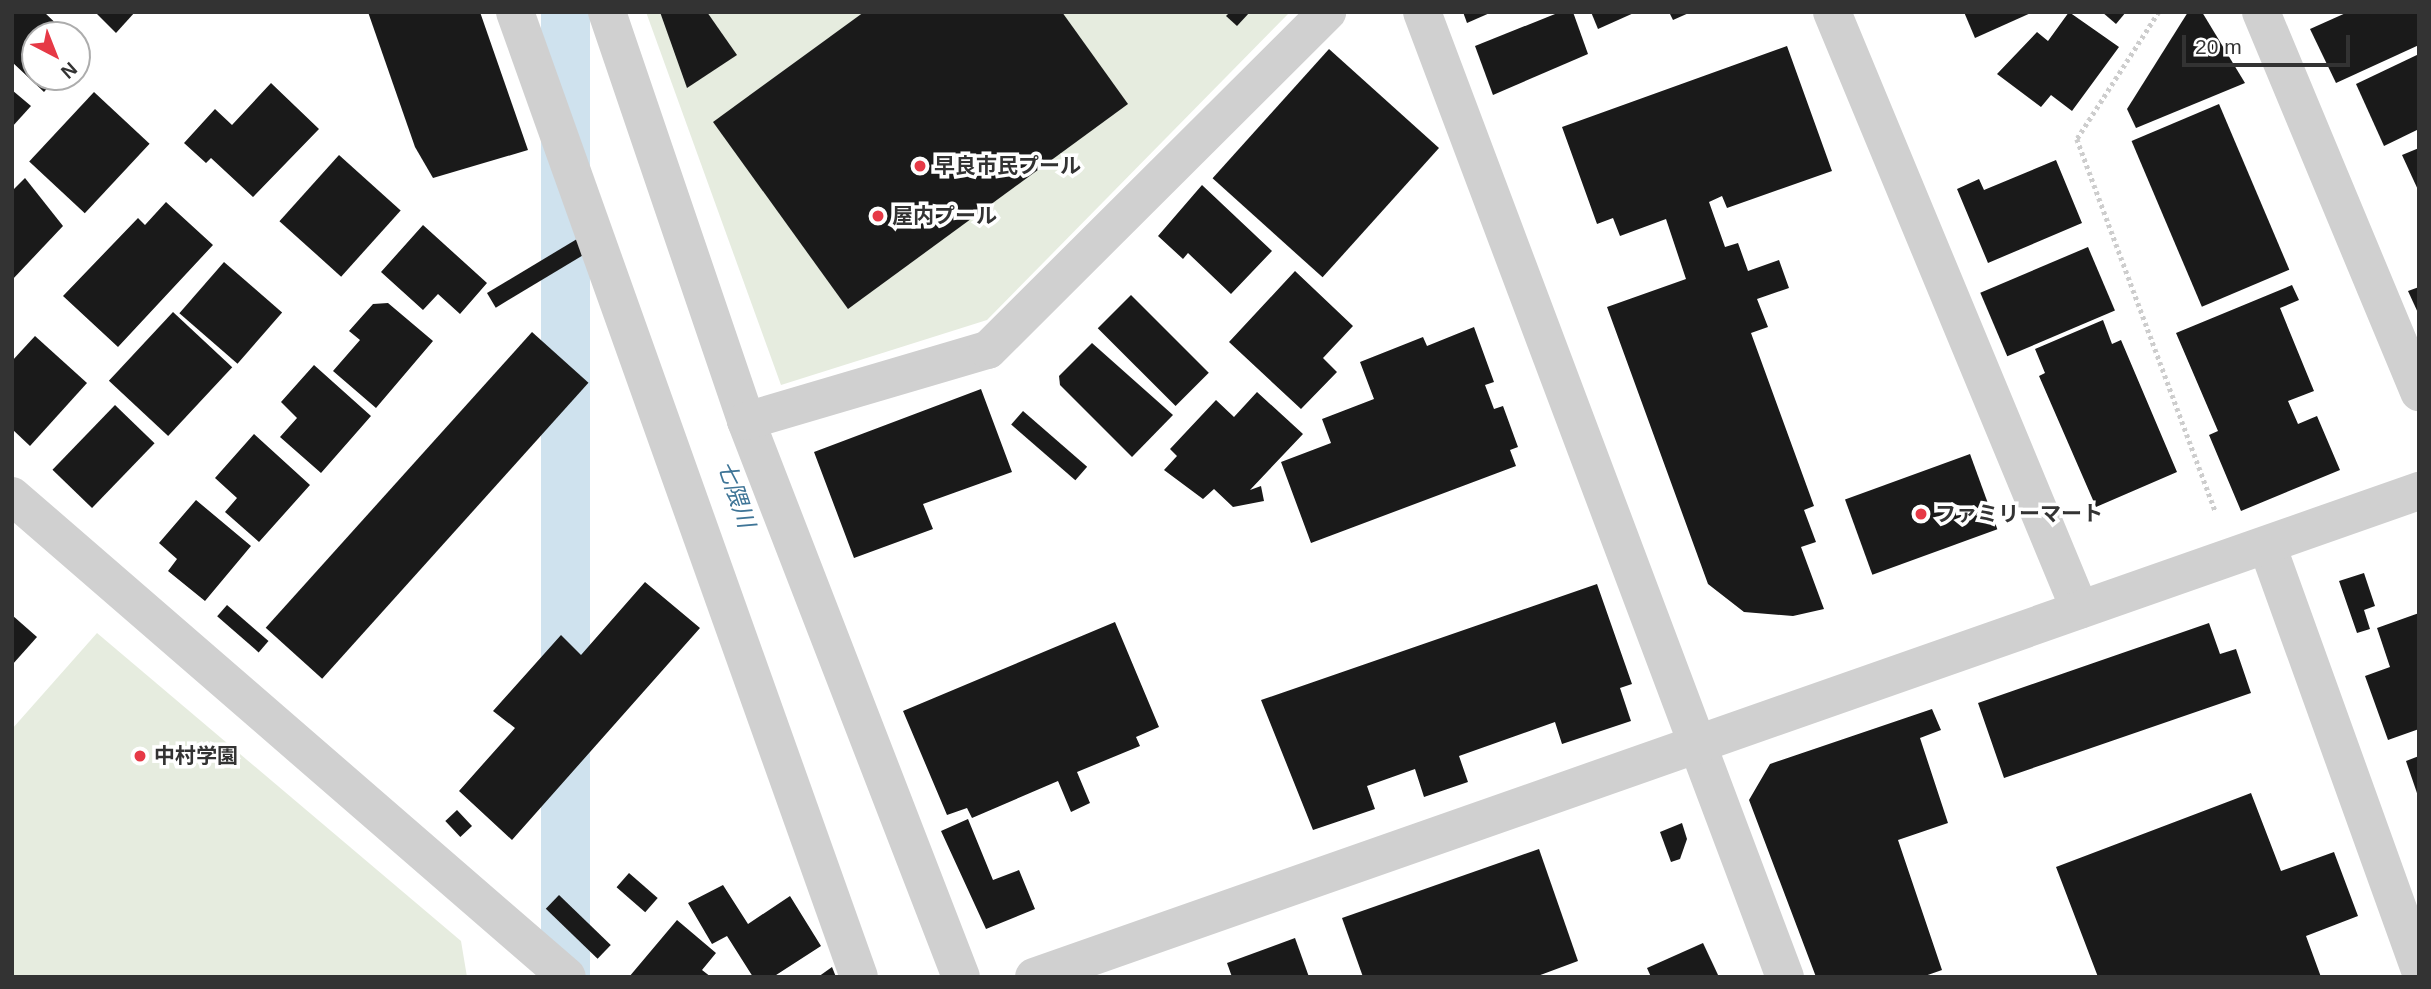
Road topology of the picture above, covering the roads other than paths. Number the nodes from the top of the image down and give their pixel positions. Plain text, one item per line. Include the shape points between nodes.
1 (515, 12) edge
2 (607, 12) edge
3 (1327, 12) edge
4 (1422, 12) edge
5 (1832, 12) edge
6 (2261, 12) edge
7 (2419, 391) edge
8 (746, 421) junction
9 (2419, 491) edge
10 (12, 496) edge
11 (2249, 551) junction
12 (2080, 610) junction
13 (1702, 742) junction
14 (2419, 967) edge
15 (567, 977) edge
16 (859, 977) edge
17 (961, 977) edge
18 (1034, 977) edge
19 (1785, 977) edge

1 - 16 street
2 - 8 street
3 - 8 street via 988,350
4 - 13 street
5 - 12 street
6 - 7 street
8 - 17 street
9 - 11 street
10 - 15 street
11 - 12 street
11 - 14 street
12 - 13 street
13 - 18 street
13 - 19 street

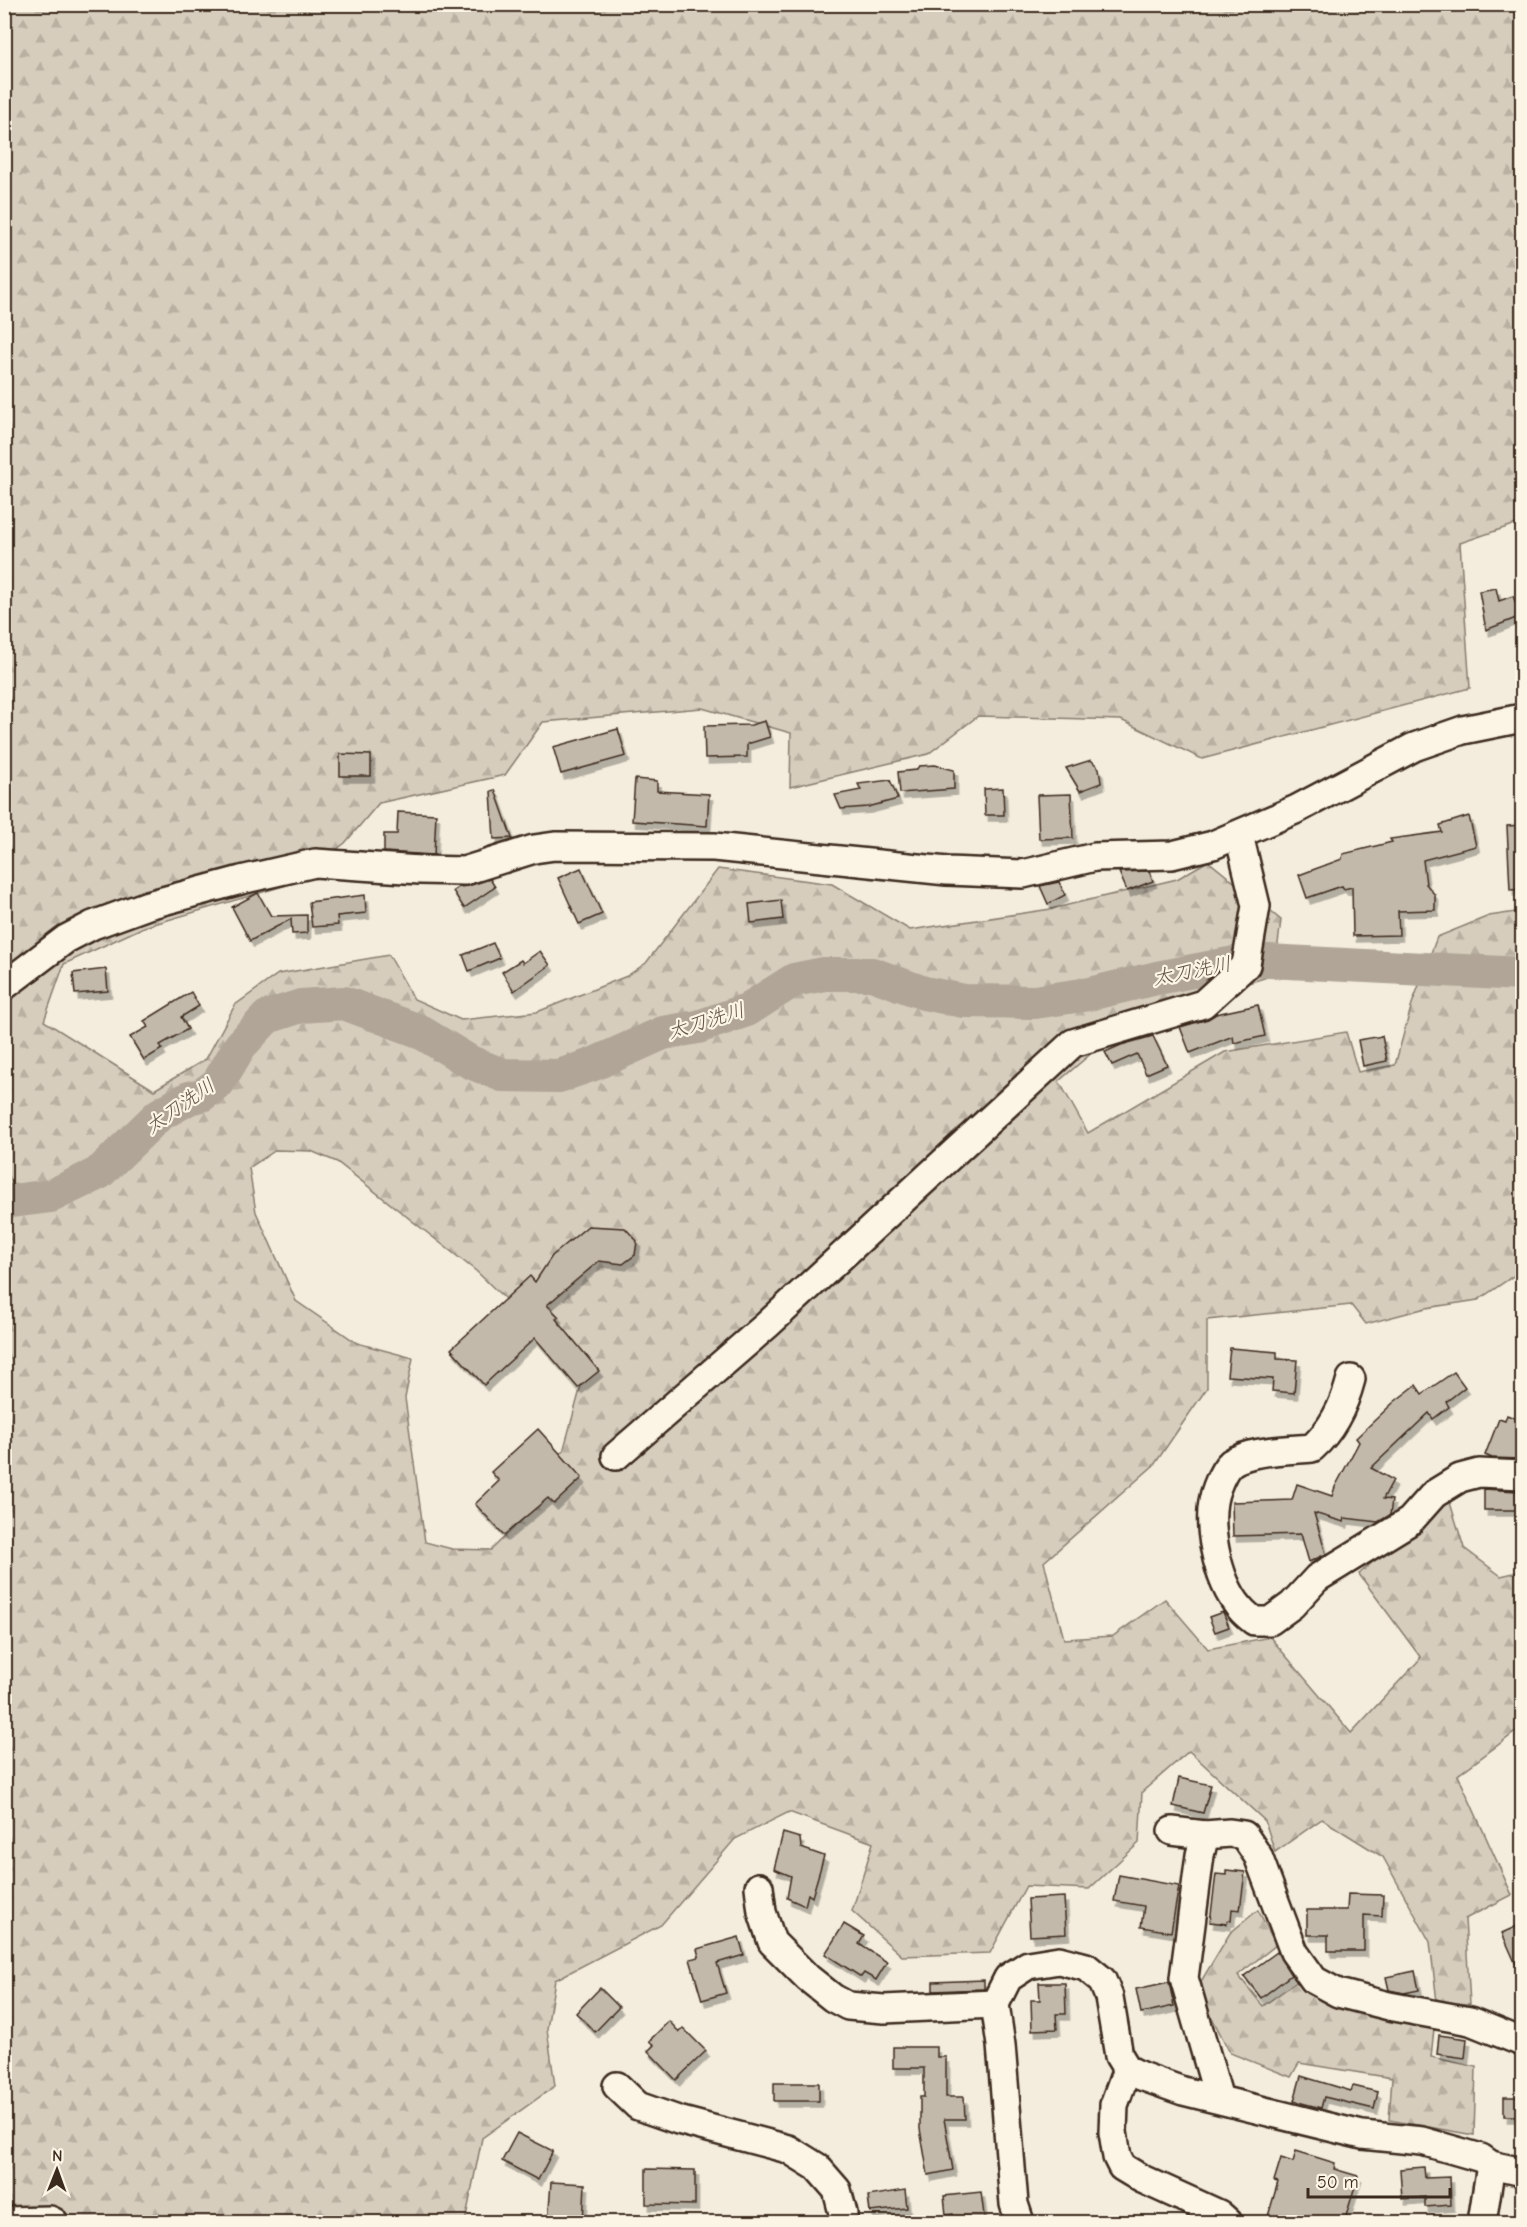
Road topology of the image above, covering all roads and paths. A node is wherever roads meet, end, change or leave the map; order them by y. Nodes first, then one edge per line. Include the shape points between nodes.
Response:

++++++++++++++++++++

Print every entry above again without changing a word, and omit the pictures.

• [REPLY]:
Road topology of the picture above, covering the roads other than paths. Number the nodes from the top of the image down and give their pixel positions. Plain text, one item per line. Include the shape points between nodes.
1 (515, 12) edge
2 (607, 12) edge
3 (1327, 12) edge
4 (1422, 12) edge
5 (1832, 12) edge
6 (2261, 12) edge
7 (2419, 391) edge
8 (746, 421) junction
9 (2419, 491) edge
10 (12, 496) edge
11 (2249, 551) junction
12 (2080, 610) junction
13 (1702, 742) junction
14 (2419, 967) edge
15 (567, 977) edge
16 (859, 977) edge
17 (961, 977) edge
18 (1034, 977) edge
19 (1785, 977) edge

1 - 16 street
2 - 8 street
3 - 8 street via 988,350
4 - 13 street
5 - 12 street
6 - 7 street
8 - 17 street
9 - 11 street
10 - 15 street
11 - 12 street
11 - 14 street
12 - 13 street
13 - 18 street
13 - 19 street

Road topology of the image above, covering all roads and paths. A node is wherever roads meet, end, change or leave the map; order them by y. Nodes first, then one edge per line. Include the shape points between nodes.
Response:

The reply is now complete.